→ **TASK INPUTS**
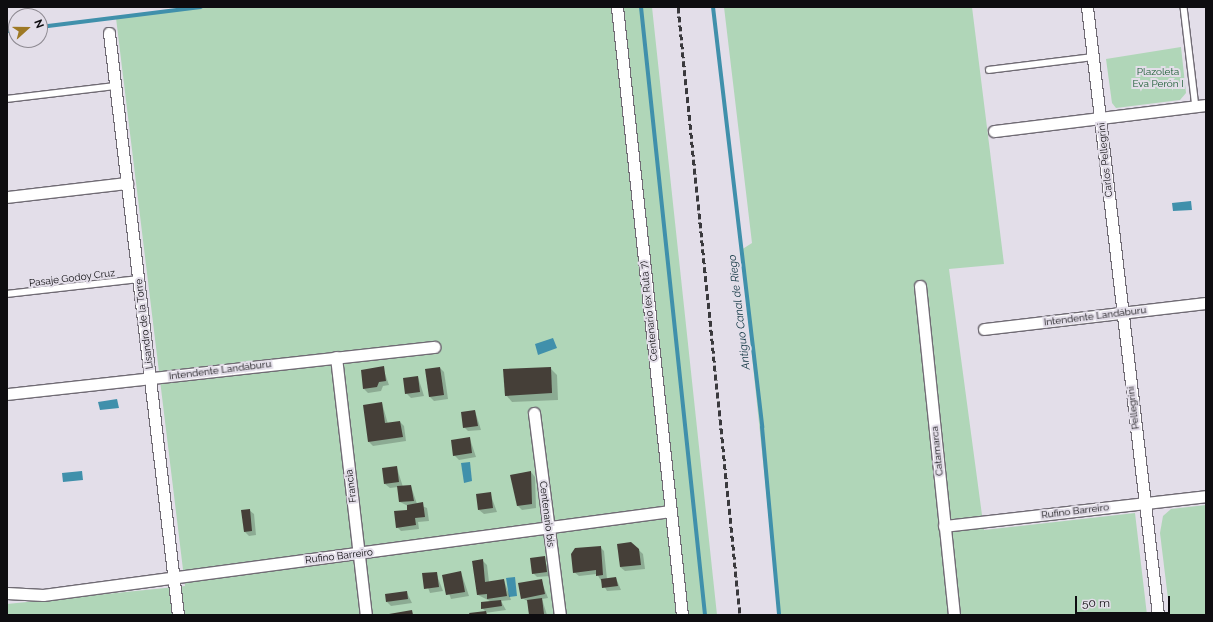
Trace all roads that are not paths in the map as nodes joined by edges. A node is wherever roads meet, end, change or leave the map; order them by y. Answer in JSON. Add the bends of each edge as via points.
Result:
{"nodes":[{"id":1,"x":617,"y":7,"type":"edge"},
{"id":2,"x":1087,"y":7,"type":"edge"},
{"id":3,"x":1184,"y":7,"type":"edge"},
{"id":4,"x":109,"y":33,"type":"dead end"},
{"id":5,"x":1094,"y":57,"type":"junction"},
{"id":6,"x":989,"y":70,"type":"dead end"},
{"id":7,"x":116,"y":86,"type":"junction"},
{"id":8,"x":7,"y":99,"type":"edge"},
{"id":9,"x":1201,"y":106,"type":"edge"},
{"id":10,"x":1101,"y":117,"type":"junction"},
{"id":11,"x":994,"y":131,"type":"dead end"},
{"id":12,"x":127,"y":183,"type":"junction"},
{"id":13,"x":7,"y":197,"type":"edge"},
{"id":14,"x":138,"y":279,"type":"junction"},
{"id":15,"x":920,"y":286,"type":"dead end"},
{"id":16,"x":7,"y":294,"type":"edge"},
{"id":17,"x":1206,"y":303,"type":"edge"},
{"id":18,"x":1122,"y":313,"type":"junction"},
{"id":19,"x":984,"y":329,"type":"dead end"},
{"id":20,"x":434,"y":346,"type":"dead end"},
{"id":21,"x":336,"y":357,"type":"junction"},
{"id":22,"x":150,"y":378,"type":"junction"},
{"id":23,"x":7,"y":394,"type":"edge"},
{"id":24,"x":534,"y":413,"type":"dead end"},
{"id":25,"x":1206,"y":496,"type":"edge"},
{"id":26,"x":1144,"y":503,"type":"junction"},
{"id":27,"x":670,"y":511,"type":"junction"},
{"id":28,"x":944,"y":526,"type":"junction"},
{"id":29,"x":550,"y":528,"type":"junction"},
{"id":30,"x":360,"y":554,"type":"junction"},
{"id":31,"x":174,"y":577,"type":"junction"},
{"id":32,"x":7,"y":593,"type":"edge"},
{"id":33,"x":178,"y":615,"type":"edge"},
{"id":34,"x":366,"y":615,"type":"edge"},
{"id":35,"x":560,"y":615,"type":"edge"},
{"id":36,"x":682,"y":615,"type":"edge"},
{"id":37,"x":954,"y":615,"type":"edge"},
{"id":38,"x":1158,"y":615,"type":"edge"}],
"edges":[{"from":1,"to":27,"type":"street","name":"Centenario (ex Ruta 7)"},
{"from":2,"to":5,"type":"street","name":"Carlos Pellegrini"},
{"from":3,"to":9,"type":"lane"},
{"from":4,"to":7,"type":"street","name":"Lisandro de la Torre"},
{"from":5,"to":6,"type":"lane"},
{"from":5,"to":10,"type":"street","name":"Carlos Pellegrini"},
{"from":7,"to":8,"type":"lane"},
{"from":7,"to":12,"type":"street","name":"Lisandro de la Torre"},
{"from":9,"to":10,"type":"street"},
{"from":10,"to":11,"type":"street"},
{"from":10,"to":18,"type":"street","name":"Carlos Pellegrini"},
{"from":12,"to":13,"type":"street"},
{"from":12,"to":14,"type":"street","name":"Lisandro de la Torre"},
{"from":14,"to":16,"type":"lane","name":"Pasaje Godoy Cruz"},
{"from":14,"to":22,"type":"street","name":"Lisandro de la Torre"},
{"from":15,"to":28,"type":"street","name":"Catamarca"},
{"from":17,"to":18,"type":"street","name":"Intendente Landáburu"},
{"from":18,"to":19,"type":"street","name":"Intendente Landáburu"},
{"from":18,"to":26,"type":"street","name":"Pellegrini"},
{"from":20,"to":21,"type":"street","name":"Intendente Landáburu"},
{"from":21,"to":22,"type":"street","name":"Intendente Landáburu"},
{"from":21,"to":30,"type":"street","name":"Francia"},
{"from":22,"to":23,"type":"street","name":"Intendente Landáburu"},
{"from":22,"to":31,"type":"street","name":"Lisandro de la Torre"},
{"from":24,"to":29,"type":"street","name":"Centenario bis"},
{"from":25,"to":26,"type":"street","name":"Rufino Barreiro"},
{"from":26,"to":28,"type":"street","name":"Rufino Barreiro"},
{"from":26,"to":38,"type":"street"},
{"from":27,"to":29,"type":"street","name":"Rufino Barreiro"},
{"from":27,"to":36,"type":"street","name":"Centenario (ex Ruta 7)"},
{"from":28,"to":37,"type":"street","name":"Catamarca"},
{"from":29,"to":30,"type":"street","name":"Rufino Barreiro"},
{"from":29,"to":35,"type":"street","name":"Centenario bis"},
{"from":30,"to":31,"type":"street","name":"Rufino Barreiro"},
{"from":30,"to":34,"type":"street","name":"Francia"},
{"from":31,"to":32,"type":"street","name":"Rufino Barreiro","via":[[43,595]]},
{"from":31,"to":33,"type":"street","name":"Lisandro de la Torre"}]}
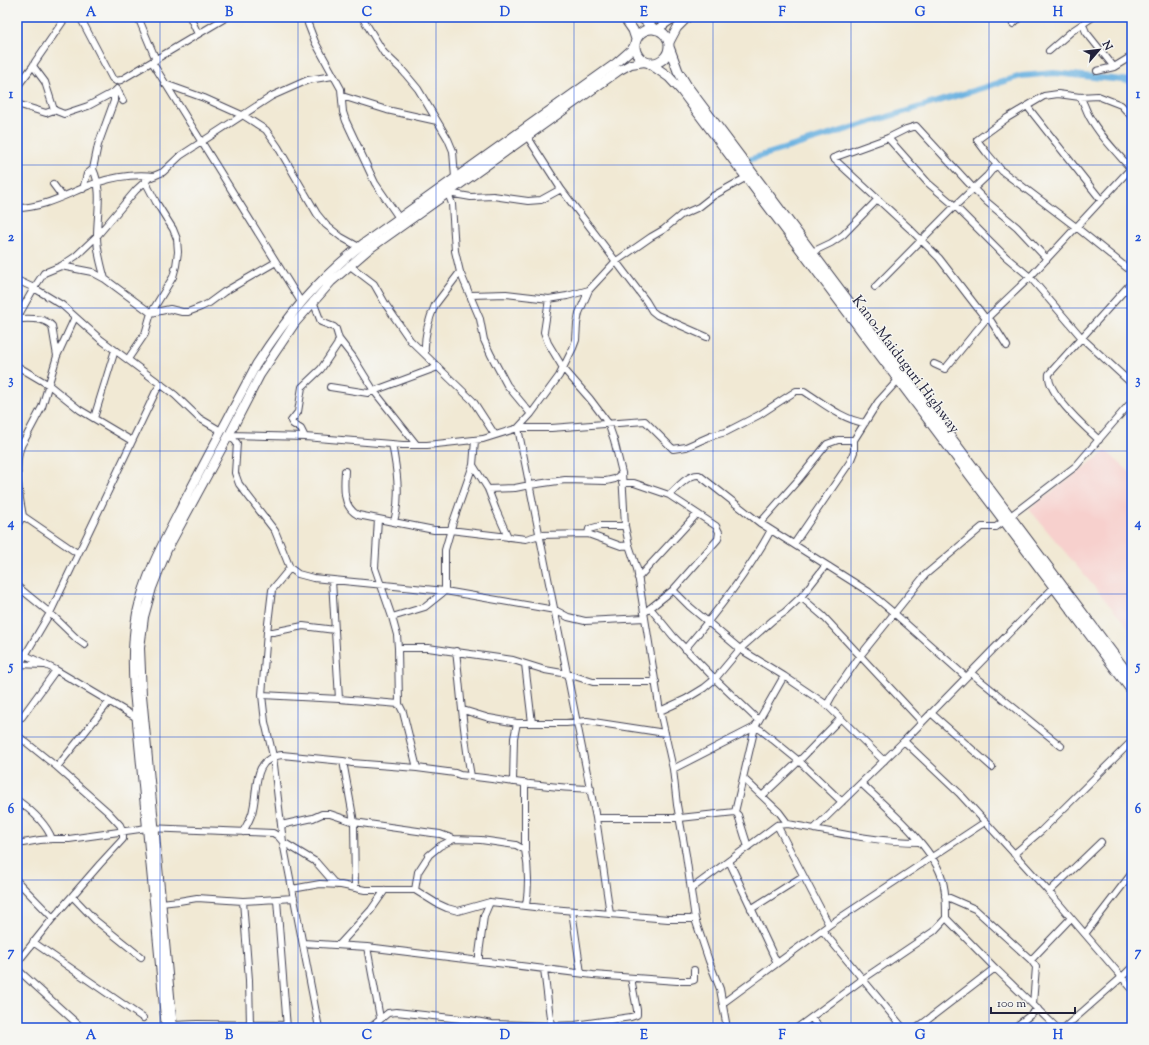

→ **TASK OBJECTIVE**
Copy out every line of the listing that contains the string "Pellegrini".

→ **SOLUTION FOR THIS TASK**
{"from":2,"to":5,"type":"street","name":"Carlos Pellegrini"},
{"from":5,"to":10,"type":"street","name":"Carlos Pellegrini"},
{"from":10,"to":18,"type":"street","name":"Carlos Pellegrini"},
{"from":18,"to":26,"type":"street","name":"Pellegrini"},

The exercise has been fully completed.